▶ **AIM OF THE TASK**
Every line below should come back exactly as written, though the pictures stay out.

▶ **SUPPLIED ENTRIES**
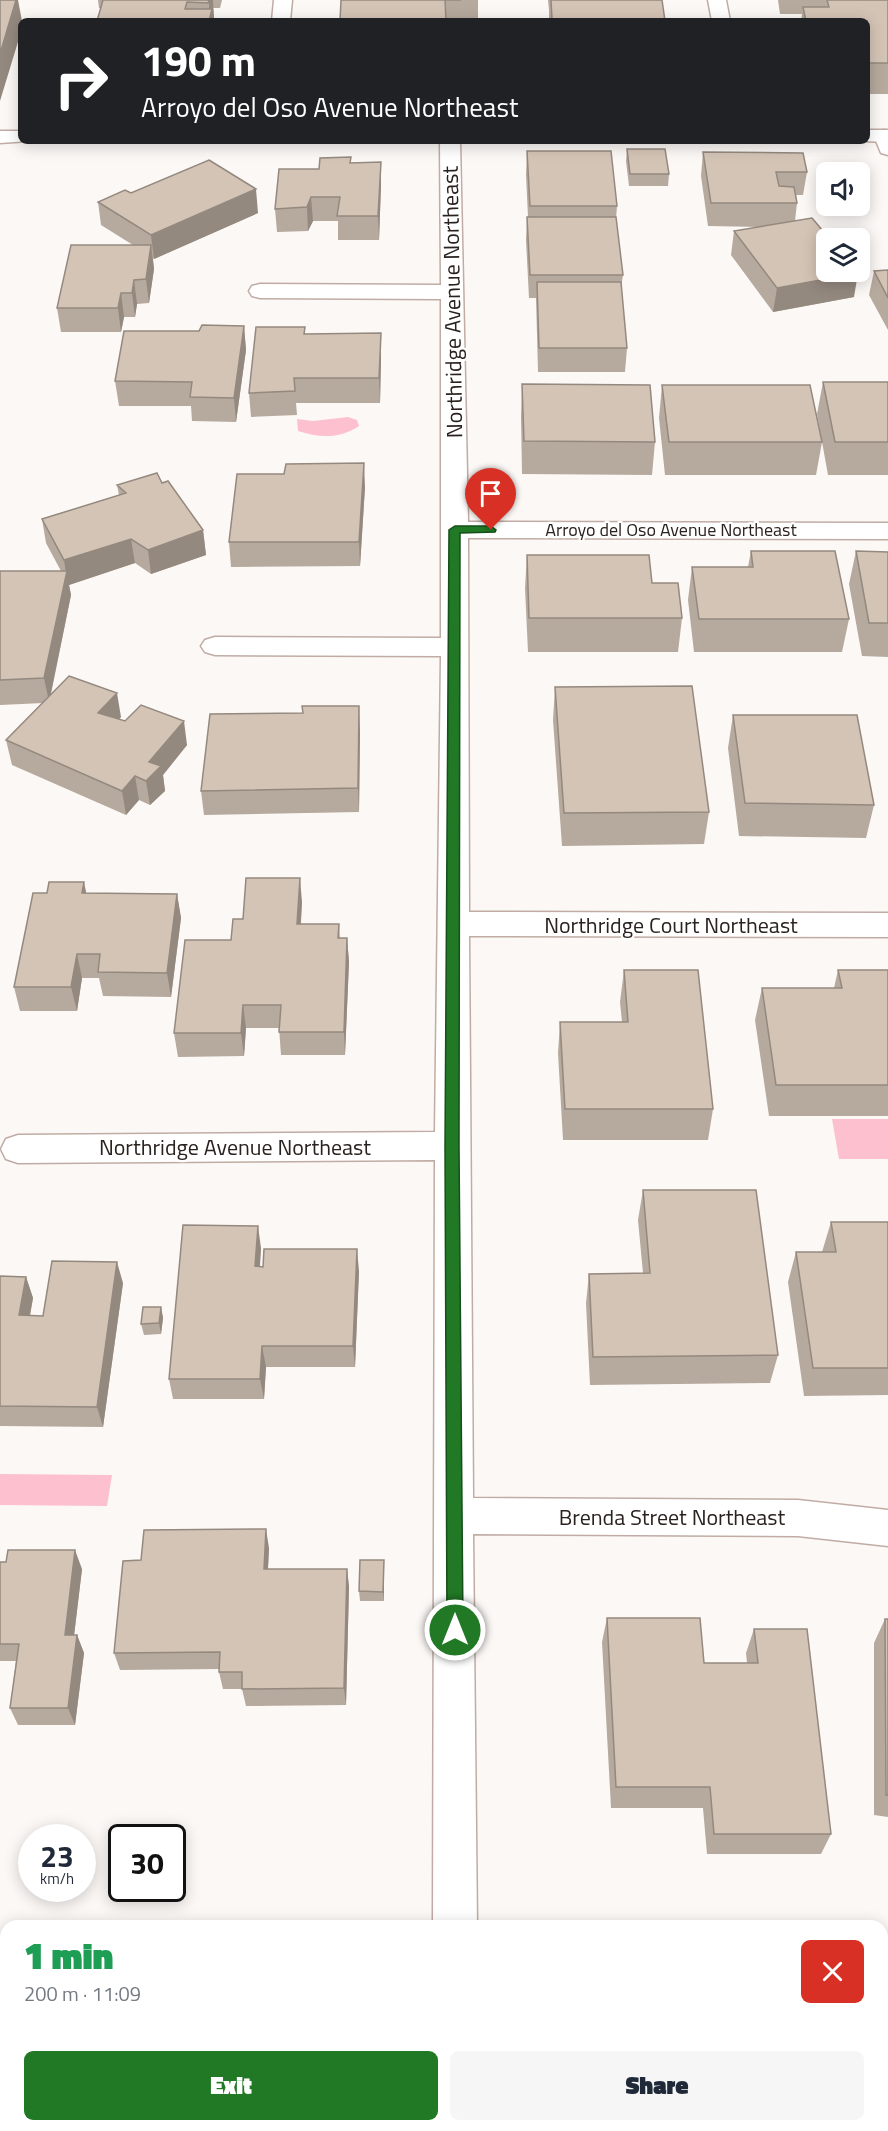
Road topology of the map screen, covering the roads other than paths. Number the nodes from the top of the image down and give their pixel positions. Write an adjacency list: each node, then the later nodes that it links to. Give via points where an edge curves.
1 (283, 0): 3 (street)
2 (717, 0): 4 (street)
3 (281, 18)
4 (720, 18)
5 (0, 137): 6 (street)
6 (18, 137)
7 (450, 144): 9 (street, Northridge Avenue Northeast)
8 (260, 291): 9 (street)
9 (450, 292): 10 (street, Northridge Avenue Northeast)
10 (455, 530): 11 (street, Arroyo del Oso Avenue Northeast); 13 (street, Northridge Avenue Northeast)
11 (888, 531)
12 (215, 646): 13 (street)
13 (454, 647): 14 (street, Northridge Avenue Northeast)
14 (454, 924): 15 (street, Northridge Court Northeast); 16 (street, Northridge Avenue Northeast)
15 (888, 925)
16 (452, 1146): 17 (street, Northridge Avenue Northeast); 18 (street, Northridge Avenue Northeast)
17 (18, 1149)
18 (455, 1516): 19 (street, Brenda Street Northeast, via 798,1518); 20 (street, Northridge Avenue Northeast)
19 (888, 1528)
20 (455, 1920)

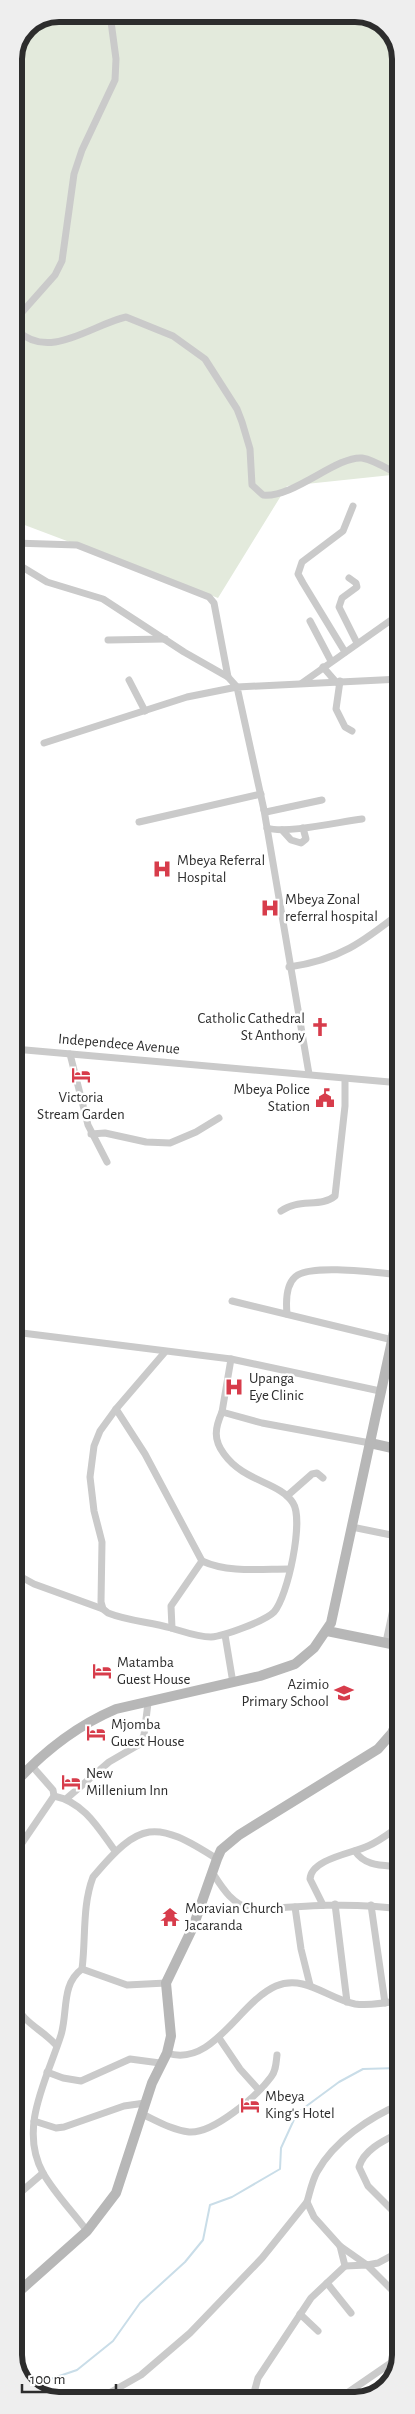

▶ **ANSWER FOR THE TASK**
Road topology of the map screen, covering the roads other than paths. Number the nodes from the top of the image down and give their pixel positions. Write an adjacency list: each node, then the later nodes that it links to. Give via points where an edge curves.
1 (283, 0): 3 (street)
2 (717, 0): 4 (street)
3 (281, 18)
4 (720, 18)
5 (0, 137): 6 (street)
6 (18, 137)
7 (450, 144): 9 (street, Northridge Avenue Northeast)
8 (260, 291): 9 (street)
9 (450, 292): 10 (street, Northridge Avenue Northeast)
10 (455, 530): 11 (street, Arroyo del Oso Avenue Northeast); 13 (street, Northridge Avenue Northeast)
11 (888, 531)
12 (215, 646): 13 (street)
13 (454, 647): 14 (street, Northridge Avenue Northeast)
14 (454, 924): 15 (street, Northridge Court Northeast); 16 (street, Northridge Avenue Northeast)
15 (888, 925)
16 (452, 1146): 17 (street, Northridge Avenue Northeast); 18 (street, Northridge Avenue Northeast)
17 (18, 1149)
18 (455, 1516): 19 (street, Brenda Street Northeast, via 798,1518); 20 (street, Northridge Avenue Northeast)
19 (888, 1528)
20 (455, 1920)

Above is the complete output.